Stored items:
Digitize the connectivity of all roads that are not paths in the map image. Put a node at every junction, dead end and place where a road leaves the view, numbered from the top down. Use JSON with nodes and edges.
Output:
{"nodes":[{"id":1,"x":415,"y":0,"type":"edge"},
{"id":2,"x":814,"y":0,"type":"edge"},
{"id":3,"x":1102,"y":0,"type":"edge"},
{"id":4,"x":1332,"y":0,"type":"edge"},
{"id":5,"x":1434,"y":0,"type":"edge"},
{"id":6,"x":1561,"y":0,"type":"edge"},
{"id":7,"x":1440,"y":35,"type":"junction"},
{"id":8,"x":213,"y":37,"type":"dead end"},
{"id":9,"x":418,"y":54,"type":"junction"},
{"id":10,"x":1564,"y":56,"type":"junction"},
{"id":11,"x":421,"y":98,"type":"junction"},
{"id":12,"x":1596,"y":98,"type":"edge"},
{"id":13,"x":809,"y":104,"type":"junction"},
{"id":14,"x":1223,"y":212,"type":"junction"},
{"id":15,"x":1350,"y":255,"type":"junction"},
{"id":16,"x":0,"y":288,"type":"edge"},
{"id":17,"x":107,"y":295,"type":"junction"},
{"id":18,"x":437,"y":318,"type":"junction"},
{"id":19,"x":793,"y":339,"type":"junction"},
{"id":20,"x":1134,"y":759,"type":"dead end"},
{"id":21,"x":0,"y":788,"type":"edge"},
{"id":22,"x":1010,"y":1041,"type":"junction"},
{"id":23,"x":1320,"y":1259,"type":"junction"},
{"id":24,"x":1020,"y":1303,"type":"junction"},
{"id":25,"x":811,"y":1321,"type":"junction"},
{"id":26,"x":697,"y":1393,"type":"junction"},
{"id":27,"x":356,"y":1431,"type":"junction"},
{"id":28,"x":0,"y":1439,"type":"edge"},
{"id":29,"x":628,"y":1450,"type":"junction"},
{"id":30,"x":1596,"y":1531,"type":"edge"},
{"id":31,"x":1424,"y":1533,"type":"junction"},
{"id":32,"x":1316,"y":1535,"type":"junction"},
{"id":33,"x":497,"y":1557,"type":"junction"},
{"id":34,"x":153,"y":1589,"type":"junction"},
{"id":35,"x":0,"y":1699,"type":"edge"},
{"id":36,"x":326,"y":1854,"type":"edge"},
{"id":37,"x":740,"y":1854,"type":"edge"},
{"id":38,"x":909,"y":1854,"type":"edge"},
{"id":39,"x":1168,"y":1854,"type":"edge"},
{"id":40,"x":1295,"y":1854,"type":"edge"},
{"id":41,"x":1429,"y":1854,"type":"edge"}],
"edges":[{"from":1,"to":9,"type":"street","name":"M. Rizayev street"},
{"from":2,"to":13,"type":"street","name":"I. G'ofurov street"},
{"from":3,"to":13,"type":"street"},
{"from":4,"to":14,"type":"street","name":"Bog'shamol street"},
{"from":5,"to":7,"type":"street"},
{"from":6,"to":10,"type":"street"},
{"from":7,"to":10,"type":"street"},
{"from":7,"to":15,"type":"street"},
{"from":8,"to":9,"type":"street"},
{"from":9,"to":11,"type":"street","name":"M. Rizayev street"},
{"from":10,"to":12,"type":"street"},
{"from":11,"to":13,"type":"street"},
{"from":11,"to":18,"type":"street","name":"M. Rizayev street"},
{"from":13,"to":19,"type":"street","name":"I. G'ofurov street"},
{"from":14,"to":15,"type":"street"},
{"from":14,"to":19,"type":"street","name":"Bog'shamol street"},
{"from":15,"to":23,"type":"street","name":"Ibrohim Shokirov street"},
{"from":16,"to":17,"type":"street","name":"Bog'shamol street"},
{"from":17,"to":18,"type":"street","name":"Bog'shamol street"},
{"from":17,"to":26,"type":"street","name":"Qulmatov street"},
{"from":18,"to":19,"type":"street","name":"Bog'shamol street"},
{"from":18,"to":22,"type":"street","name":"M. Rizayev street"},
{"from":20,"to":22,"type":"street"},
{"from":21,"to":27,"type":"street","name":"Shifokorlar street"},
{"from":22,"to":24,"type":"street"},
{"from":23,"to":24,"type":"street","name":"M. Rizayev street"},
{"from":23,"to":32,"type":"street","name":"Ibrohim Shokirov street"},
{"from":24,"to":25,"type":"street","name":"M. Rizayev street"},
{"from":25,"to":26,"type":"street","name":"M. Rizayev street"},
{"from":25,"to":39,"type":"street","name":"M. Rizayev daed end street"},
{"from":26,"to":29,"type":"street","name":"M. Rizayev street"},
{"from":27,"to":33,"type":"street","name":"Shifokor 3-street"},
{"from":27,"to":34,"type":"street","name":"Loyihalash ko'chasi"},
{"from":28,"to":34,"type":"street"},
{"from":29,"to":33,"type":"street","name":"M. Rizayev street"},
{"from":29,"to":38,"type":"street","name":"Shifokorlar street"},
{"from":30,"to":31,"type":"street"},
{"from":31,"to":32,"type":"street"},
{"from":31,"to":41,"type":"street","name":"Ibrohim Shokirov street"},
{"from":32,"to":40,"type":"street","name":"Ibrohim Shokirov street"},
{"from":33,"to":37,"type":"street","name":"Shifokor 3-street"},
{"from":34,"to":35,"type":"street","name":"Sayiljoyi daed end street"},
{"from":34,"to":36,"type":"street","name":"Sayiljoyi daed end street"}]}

**Exercise aim**. When the records above are checked line by line, how many lines contain the word "shamol"? Please give only that number.

**Finished task**. 5